En parallèle, certains services de l'hôpital public envisagent eux aussi d'embaucher des étudiants étrangers. Quel regard portez-vous sur cette dynamique ?

Cela fait des décennies qu'une partie importante des praticiens qui exercent à l'hôpital français viennent de l'étranger. C'est le cas dans mon service, où sur cinq postes d'internes, au moins trois sont systématiquement occupés par des Libanais, des Roumains ou plus récemment des Italiens. Ce phénomène, qui touche Paris mais aussi toutes les provinces, a tendance à s'amplifier. Il est très marqué dans les disciplines en tension. Si nos autorités de tutelle ne comblent pas le déficit de postes d'internes attendu pour la rentrée, de nombreux hôpitaux feront appel aux jeunes médecins étrangers, appelés communément FFI (Faisant fonction d'interne). Le fond du problème est que nous ne formons pas assez de médecins en France pour répondre aux besoins d'une population vieillissante. Il est vrai que le numerus clausus a été desserré, mais seulement d'environ 15%, ce qui reste insuffisant au regard des enjeux actuels et futurs. La question que tout le monde se pose est pourquoi ? Je l'ignore, mais on peut penser que les capacités d'accueil de nos facultés sont trop restreintes. Peut-être n'ont-elles pas assez de places ou de moyens.

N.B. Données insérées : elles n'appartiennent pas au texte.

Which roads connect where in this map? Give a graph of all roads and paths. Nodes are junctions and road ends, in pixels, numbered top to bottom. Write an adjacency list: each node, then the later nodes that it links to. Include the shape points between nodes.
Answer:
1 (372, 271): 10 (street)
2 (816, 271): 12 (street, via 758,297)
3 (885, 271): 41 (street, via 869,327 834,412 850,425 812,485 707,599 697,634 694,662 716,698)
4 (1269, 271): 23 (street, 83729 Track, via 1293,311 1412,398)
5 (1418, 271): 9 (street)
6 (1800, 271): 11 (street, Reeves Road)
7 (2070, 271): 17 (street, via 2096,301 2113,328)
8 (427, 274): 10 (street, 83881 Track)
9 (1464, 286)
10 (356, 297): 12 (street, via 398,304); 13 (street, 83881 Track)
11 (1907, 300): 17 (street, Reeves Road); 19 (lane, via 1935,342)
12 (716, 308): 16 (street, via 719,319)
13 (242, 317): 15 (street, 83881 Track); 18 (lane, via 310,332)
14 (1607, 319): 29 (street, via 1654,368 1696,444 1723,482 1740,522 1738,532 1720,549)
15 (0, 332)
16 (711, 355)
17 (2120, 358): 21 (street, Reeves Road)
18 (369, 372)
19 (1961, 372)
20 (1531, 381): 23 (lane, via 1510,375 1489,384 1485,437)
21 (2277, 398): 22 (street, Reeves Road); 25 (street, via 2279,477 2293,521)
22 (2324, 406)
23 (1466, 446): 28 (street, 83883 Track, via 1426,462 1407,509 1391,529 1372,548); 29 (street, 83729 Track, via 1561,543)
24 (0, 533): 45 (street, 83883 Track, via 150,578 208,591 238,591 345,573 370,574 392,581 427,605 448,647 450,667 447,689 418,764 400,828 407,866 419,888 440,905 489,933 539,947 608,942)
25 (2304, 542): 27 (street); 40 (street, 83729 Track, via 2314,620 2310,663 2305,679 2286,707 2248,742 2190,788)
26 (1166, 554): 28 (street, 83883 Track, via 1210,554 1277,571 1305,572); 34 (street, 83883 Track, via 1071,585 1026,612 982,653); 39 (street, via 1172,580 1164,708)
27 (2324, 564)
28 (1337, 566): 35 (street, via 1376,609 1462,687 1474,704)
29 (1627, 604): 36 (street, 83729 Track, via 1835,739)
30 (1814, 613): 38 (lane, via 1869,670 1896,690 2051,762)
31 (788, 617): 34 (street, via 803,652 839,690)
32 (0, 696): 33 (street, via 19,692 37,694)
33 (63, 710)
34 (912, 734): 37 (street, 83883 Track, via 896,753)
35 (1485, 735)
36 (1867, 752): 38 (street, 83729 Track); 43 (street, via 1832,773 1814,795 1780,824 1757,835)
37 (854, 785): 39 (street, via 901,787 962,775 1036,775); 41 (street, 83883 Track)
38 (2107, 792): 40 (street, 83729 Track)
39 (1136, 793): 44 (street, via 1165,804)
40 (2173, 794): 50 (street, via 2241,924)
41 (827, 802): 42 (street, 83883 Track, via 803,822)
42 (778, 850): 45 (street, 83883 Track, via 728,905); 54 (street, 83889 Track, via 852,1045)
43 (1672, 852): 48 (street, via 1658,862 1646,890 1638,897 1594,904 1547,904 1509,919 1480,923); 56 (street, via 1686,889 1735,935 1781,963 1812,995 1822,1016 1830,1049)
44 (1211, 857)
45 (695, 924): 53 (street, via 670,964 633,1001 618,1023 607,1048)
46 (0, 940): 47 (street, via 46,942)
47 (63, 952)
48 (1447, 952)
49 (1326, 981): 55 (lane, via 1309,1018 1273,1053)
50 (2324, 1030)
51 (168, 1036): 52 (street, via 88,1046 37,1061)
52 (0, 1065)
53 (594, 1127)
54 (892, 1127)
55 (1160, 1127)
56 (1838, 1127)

Cet été, l'hôpital Nord Franche-Comté a déclenché le plan blanc en raison d'un manque d'effectifs. L'hôpital public peut-il survivre sans une partie de ses internes ?

Je ne vois pas comment cela serait possible. Depuis toujours, l'interne est la cheville ouvrière de l'hôpital. C'est lui qui concentre l'essentiel des tâches du quotidien, qui participe à la permanence des soins, qui s'occupe des urgences, des visites au lit des patients, des prescriptions, et qui apporte son aide au bloc. Pour envisager un hôpital sans internes, il faudrait donc revoir son modèle de fond en comble et imiter celui des cliniques privées, où aucun médecin n'est formé. Car un des rôles cruciaux de l'hôpital public est, en plus des soins et de la recherche, justement de former les médecins.